Provided information:
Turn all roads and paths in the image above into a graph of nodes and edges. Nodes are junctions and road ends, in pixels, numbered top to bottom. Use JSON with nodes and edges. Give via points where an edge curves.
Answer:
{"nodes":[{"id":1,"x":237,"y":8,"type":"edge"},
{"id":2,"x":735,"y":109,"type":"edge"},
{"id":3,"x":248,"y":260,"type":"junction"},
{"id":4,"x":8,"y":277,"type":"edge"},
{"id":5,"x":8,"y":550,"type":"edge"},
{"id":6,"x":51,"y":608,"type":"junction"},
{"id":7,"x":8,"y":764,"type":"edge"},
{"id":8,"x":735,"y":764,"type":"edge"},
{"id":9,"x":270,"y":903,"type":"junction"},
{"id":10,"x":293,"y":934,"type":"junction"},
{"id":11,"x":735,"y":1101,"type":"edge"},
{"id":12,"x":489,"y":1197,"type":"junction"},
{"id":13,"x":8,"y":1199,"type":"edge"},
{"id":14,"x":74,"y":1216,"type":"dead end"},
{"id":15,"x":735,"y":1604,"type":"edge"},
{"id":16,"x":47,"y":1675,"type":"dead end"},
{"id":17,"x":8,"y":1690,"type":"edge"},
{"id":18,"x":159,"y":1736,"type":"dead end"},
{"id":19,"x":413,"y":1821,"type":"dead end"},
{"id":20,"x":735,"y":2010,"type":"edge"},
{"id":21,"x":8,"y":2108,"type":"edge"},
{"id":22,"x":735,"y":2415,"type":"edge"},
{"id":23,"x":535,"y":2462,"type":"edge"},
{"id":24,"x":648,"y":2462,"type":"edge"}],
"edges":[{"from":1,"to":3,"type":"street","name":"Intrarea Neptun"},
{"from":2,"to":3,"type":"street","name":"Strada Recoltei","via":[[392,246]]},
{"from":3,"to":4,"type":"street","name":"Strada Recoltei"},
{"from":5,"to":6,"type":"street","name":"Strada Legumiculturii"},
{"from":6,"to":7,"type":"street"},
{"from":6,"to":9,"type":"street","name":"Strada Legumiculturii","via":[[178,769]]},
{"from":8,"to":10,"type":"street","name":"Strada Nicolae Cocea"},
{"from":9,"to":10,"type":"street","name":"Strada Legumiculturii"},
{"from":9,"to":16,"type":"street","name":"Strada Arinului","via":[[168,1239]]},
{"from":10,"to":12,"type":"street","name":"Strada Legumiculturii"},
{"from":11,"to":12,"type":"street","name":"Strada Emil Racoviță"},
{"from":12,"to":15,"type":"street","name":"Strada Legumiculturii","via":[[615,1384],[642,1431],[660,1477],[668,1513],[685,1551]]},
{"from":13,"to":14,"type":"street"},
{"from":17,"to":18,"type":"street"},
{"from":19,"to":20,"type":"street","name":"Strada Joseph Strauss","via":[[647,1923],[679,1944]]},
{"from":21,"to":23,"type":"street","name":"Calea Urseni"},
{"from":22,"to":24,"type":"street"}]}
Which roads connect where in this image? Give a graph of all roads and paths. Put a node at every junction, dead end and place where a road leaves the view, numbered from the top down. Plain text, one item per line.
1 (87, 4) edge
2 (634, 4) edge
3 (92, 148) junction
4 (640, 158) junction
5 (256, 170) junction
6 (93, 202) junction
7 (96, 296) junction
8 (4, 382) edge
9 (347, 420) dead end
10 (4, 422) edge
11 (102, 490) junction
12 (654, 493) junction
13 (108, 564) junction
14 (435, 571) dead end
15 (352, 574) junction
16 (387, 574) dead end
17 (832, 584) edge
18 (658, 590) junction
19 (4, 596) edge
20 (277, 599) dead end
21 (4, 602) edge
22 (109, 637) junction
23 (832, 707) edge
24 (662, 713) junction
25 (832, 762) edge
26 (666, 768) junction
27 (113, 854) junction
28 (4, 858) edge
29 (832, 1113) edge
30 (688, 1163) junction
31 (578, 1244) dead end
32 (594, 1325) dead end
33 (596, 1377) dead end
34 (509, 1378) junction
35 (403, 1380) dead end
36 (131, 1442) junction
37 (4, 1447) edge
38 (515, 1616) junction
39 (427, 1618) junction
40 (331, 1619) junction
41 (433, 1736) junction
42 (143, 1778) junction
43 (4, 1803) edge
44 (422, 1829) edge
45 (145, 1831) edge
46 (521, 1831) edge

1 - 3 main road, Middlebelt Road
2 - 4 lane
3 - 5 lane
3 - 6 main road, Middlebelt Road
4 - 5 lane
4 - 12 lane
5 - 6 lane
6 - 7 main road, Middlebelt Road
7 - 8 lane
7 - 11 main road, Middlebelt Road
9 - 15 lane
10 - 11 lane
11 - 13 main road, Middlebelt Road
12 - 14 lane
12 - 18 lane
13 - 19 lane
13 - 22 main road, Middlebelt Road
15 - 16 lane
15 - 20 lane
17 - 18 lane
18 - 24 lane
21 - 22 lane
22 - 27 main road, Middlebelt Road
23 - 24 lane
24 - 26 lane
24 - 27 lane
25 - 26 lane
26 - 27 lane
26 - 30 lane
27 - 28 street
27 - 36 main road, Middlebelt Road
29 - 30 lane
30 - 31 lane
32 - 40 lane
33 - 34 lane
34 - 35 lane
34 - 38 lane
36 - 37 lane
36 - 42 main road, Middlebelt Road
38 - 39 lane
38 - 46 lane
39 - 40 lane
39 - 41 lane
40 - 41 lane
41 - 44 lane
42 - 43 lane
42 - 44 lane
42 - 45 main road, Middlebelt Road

Your assignment: Write out every line of the data that holds the word "Recoltei".

Answer for this exercise:
{"from":2,"to":3,"type":"street","name":"Strada Recoltei","via":[[392,246]]},
{"from":3,"to":4,"type":"street","name":"Strada Recoltei"},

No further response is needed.